What Hit Me? Did Google’s Panda or Penguin update tank my blog from search results?

By , May 22, 2012

OK, experts: what hit my other blog? Was it one of Google’s Panda updates, or the Penguin update?

Here’s a graph of Google’s search-results display volume (blue) and clickthroughs (red) to the two “sides” of my LessonIndex.com web site (the blog and the directory):

Note that the LessonIndex blog draws only a small fraction of the traffic seen by the main (www) LessonIndex web site (that’s why I didn’t try to create a single graph showing both: the search-display graph for the blog would drop to nearly a flatline at the bottom). FYI, the graphs are from the free Google Webmaster Tools service.  For these sites, there’s a very clear and consistent weekly cycle, with Saturdays the low point each week.
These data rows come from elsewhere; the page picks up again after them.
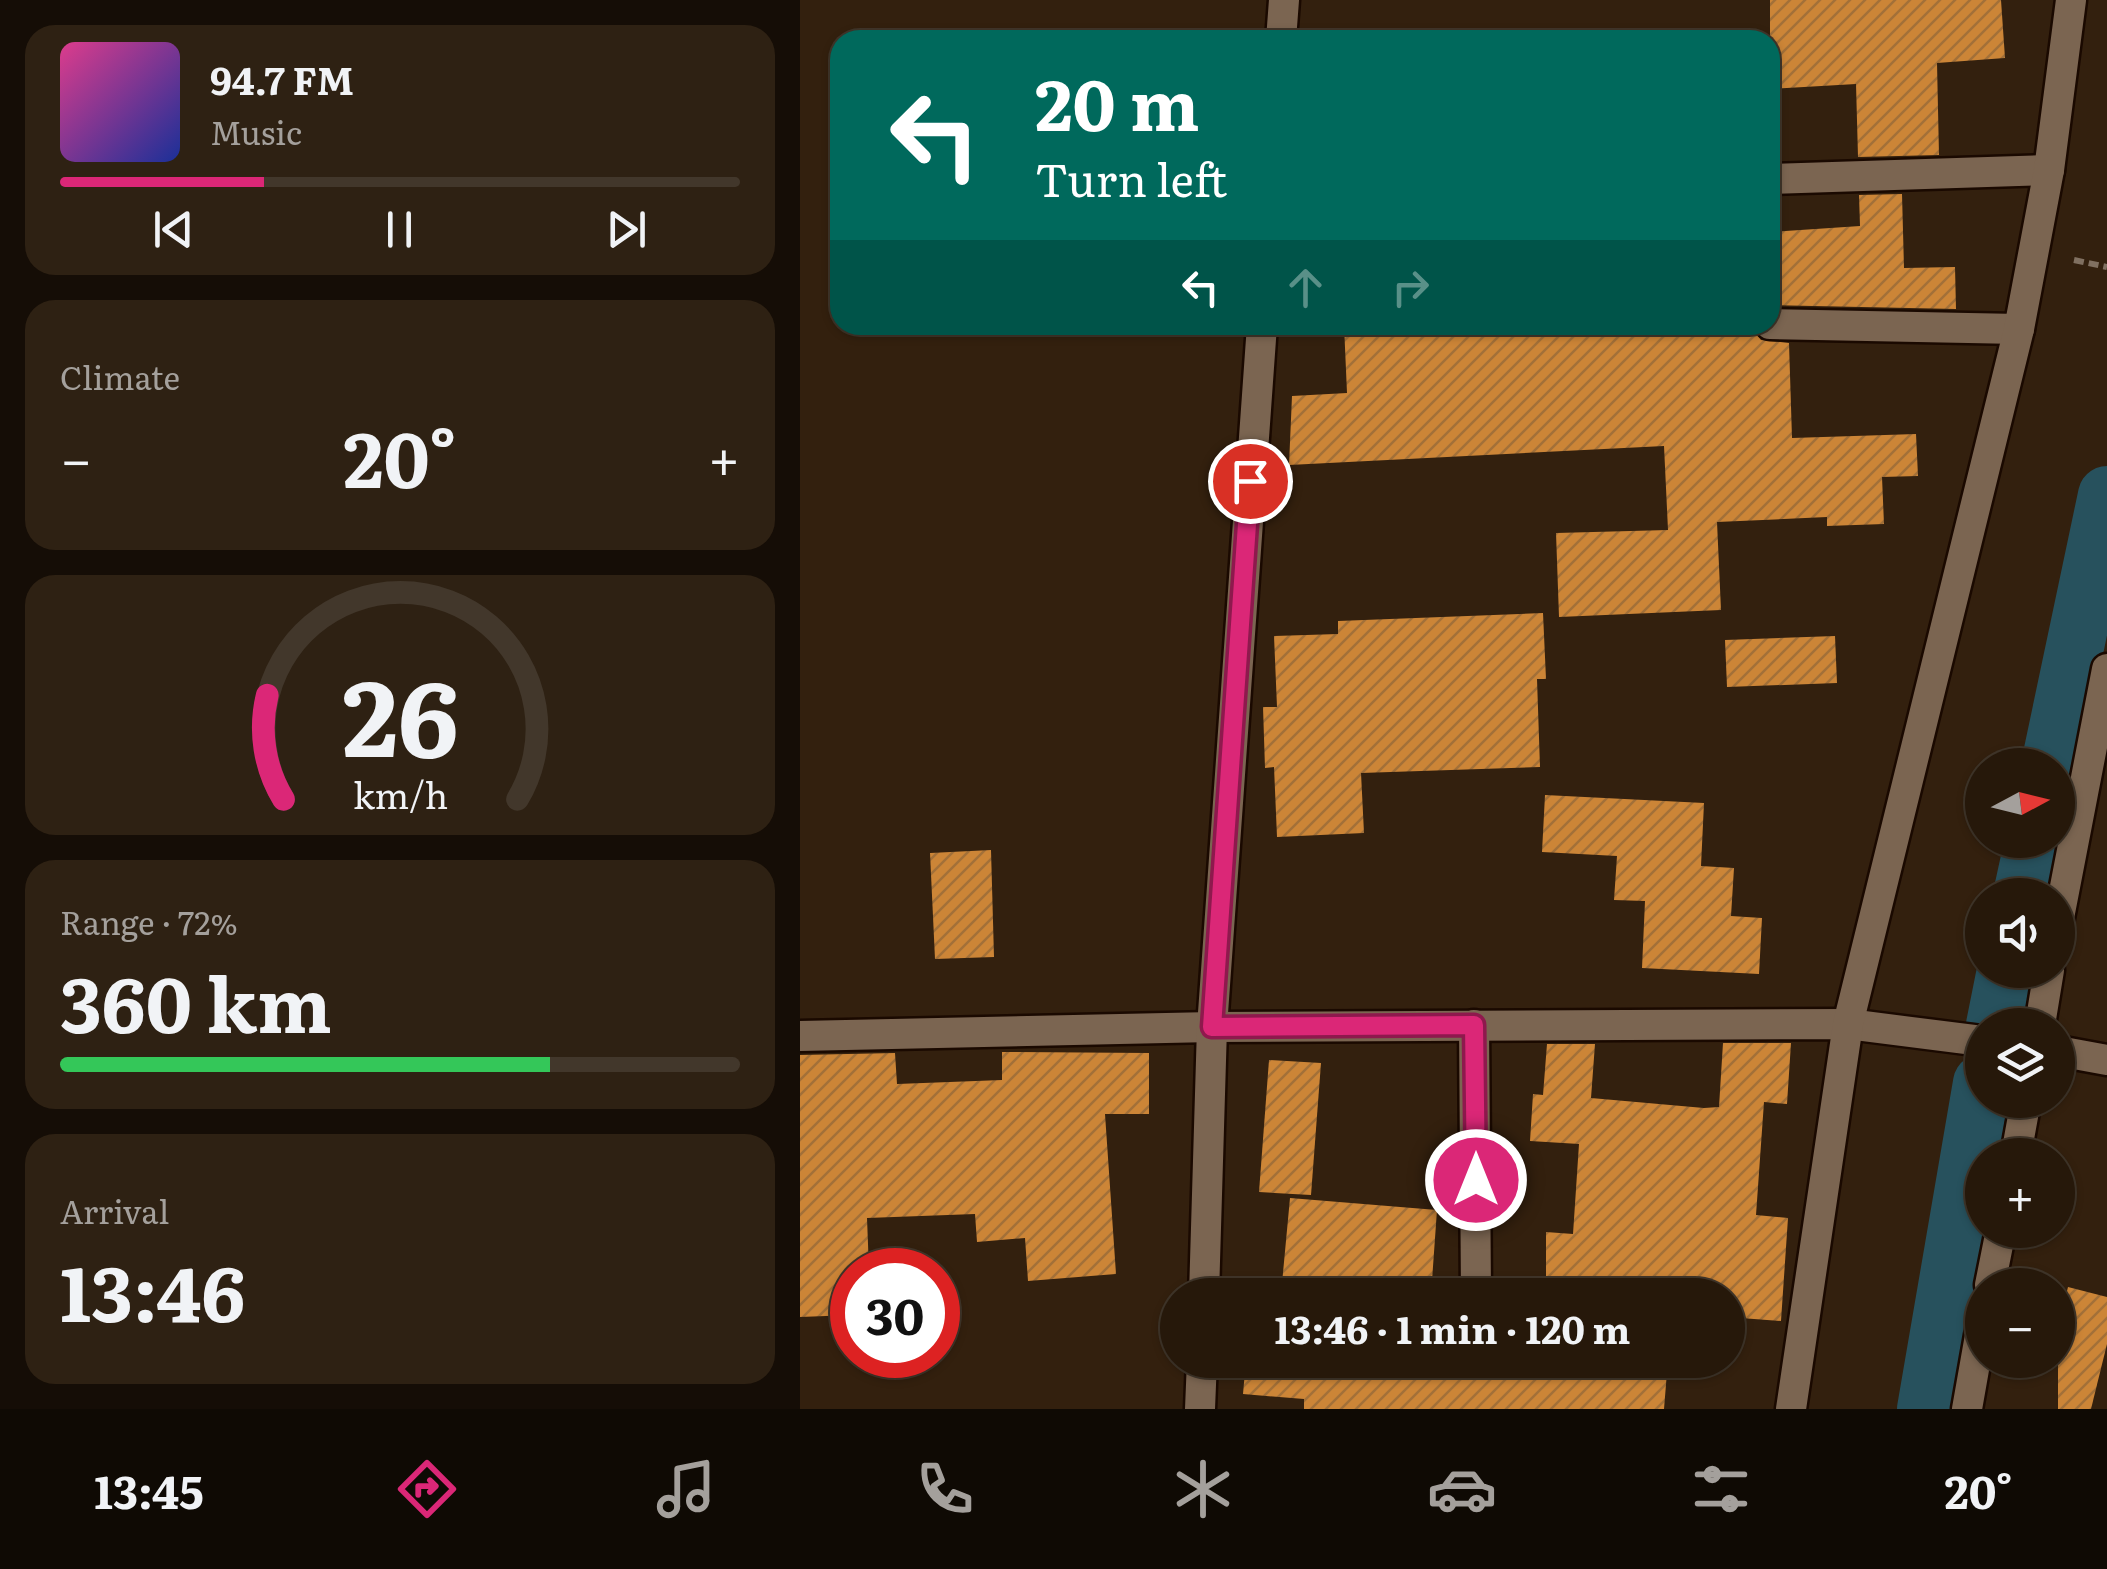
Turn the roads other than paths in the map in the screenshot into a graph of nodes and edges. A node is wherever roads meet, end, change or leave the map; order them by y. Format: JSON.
{"nodes":[{"id":1,"x":1284,"y":0,"type":"edge"},
{"id":2,"x":2071,"y":0,"type":"edge"},
{"id":3,"x":1282,"y":30,"type":"edge"},
{"id":4,"x":2049,"y":170,"type":"junction"},
{"id":5,"x":1780,"y":180,"type":"edge"},
{"id":6,"x":1780,"y":324,"type":"edge"},
{"id":7,"x":2018,"y":329,"type":"junction"},
{"id":8,"x":1261,"y":335,"type":"edge"},
{"id":9,"x":2107,"y":670,"type":"edge"},
{"id":10,"x":2067,"y":878,"type":"edge"},
{"id":11,"x":1848,"y":1024,"type":"junction"},
{"id":12,"x":1474,"y":1025,"type":"junction"},
{"id":13,"x":1212,"y":1027,"type":"junction"},
{"id":14,"x":800,"y":1036,"type":"edge"},
{"id":15,"x":1965,"y":1039,"type":"edge"},
{"id":16,"x":2075,"y":1054,"type":"edge"},
{"id":17,"x":2107,"y":1060,"type":"edge"},
{"id":18,"x":1205,"y":1278,"type":"edge"},
{"id":19,"x":1476,"y":1278,"type":"edge"},
{"id":20,"x":1201,"y":1378,"type":"edge"},
{"id":21,"x":1972,"y":1378,"type":"edge"},
{"id":22,"x":1200,"y":1409,"type":"edge"},
{"id":23,"x":1791,"y":1409,"type":"edge"},
{"id":24,"x":1967,"y":1409,"type":"edge"}],
"edges":[{"from":1,"to":3,"type":"street"},
{"from":2,"to":4,"type":"street"},
{"from":4,"to":5,"type":"street"},
{"from":4,"to":7,"type":"street"},
{"from":6,"to":7,"type":"street"},
{"from":7,"to":11,"type":"street"},
{"from":8,"to":13,"type":"street"},
{"from":9,"to":10,"type":"street"},
{"from":11,"to":12,"type":"street"},
{"from":11,"to":15,"type":"street"},
{"from":11,"to":23,"type":"street"},
{"from":12,"to":13,"type":"street"},
{"from":12,"to":19,"type":"street"},
{"from":13,"to":14,"type":"street"},
{"from":13,"to":18,"type":"street"},
{"from":16,"to":17,"type":"street"},
{"from":20,"to":22,"type":"street"},
{"from":21,"to":24,"type":"street"}]}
 Answer: Surprise, it was a trick question: the LessonIndex Blog was apparently hit by a separate “search quality” update, which SearchEngineLand calls the “March 50-Pack Update.”

What happened? Looking at the graph of blog traffic, it appears that Google was displaying results from blog.LessonIndex.com which visitors simply weren’t clicking, so it was probably displaying the links in the results for search phrases which weren’t relevant to the blog’s content.

While the blog traffic graph initially looked quite scary, I don’t view this as a serious issue: unlike most blogs which accompany other web sites, the LessonIndex blog isn’t designed to draw search engine traffic, but instead to provide update information for users (including teachers, administrators, ed tech staff, publishers, content providers, and prospective advertisers — and sometimes to remind me what’s happened in the past), along with links that don’t currently fit anywhere on the www.LessonIndex.com web site.

Note that the gradual decline in search volume, search displays, and traffic for the main site is expected, and will decline even more sharply at the end of May, as the end of the school year approaches; traffic will stay low during June and July before (I hope) surging again in mid-August and climbing to new peaks in September.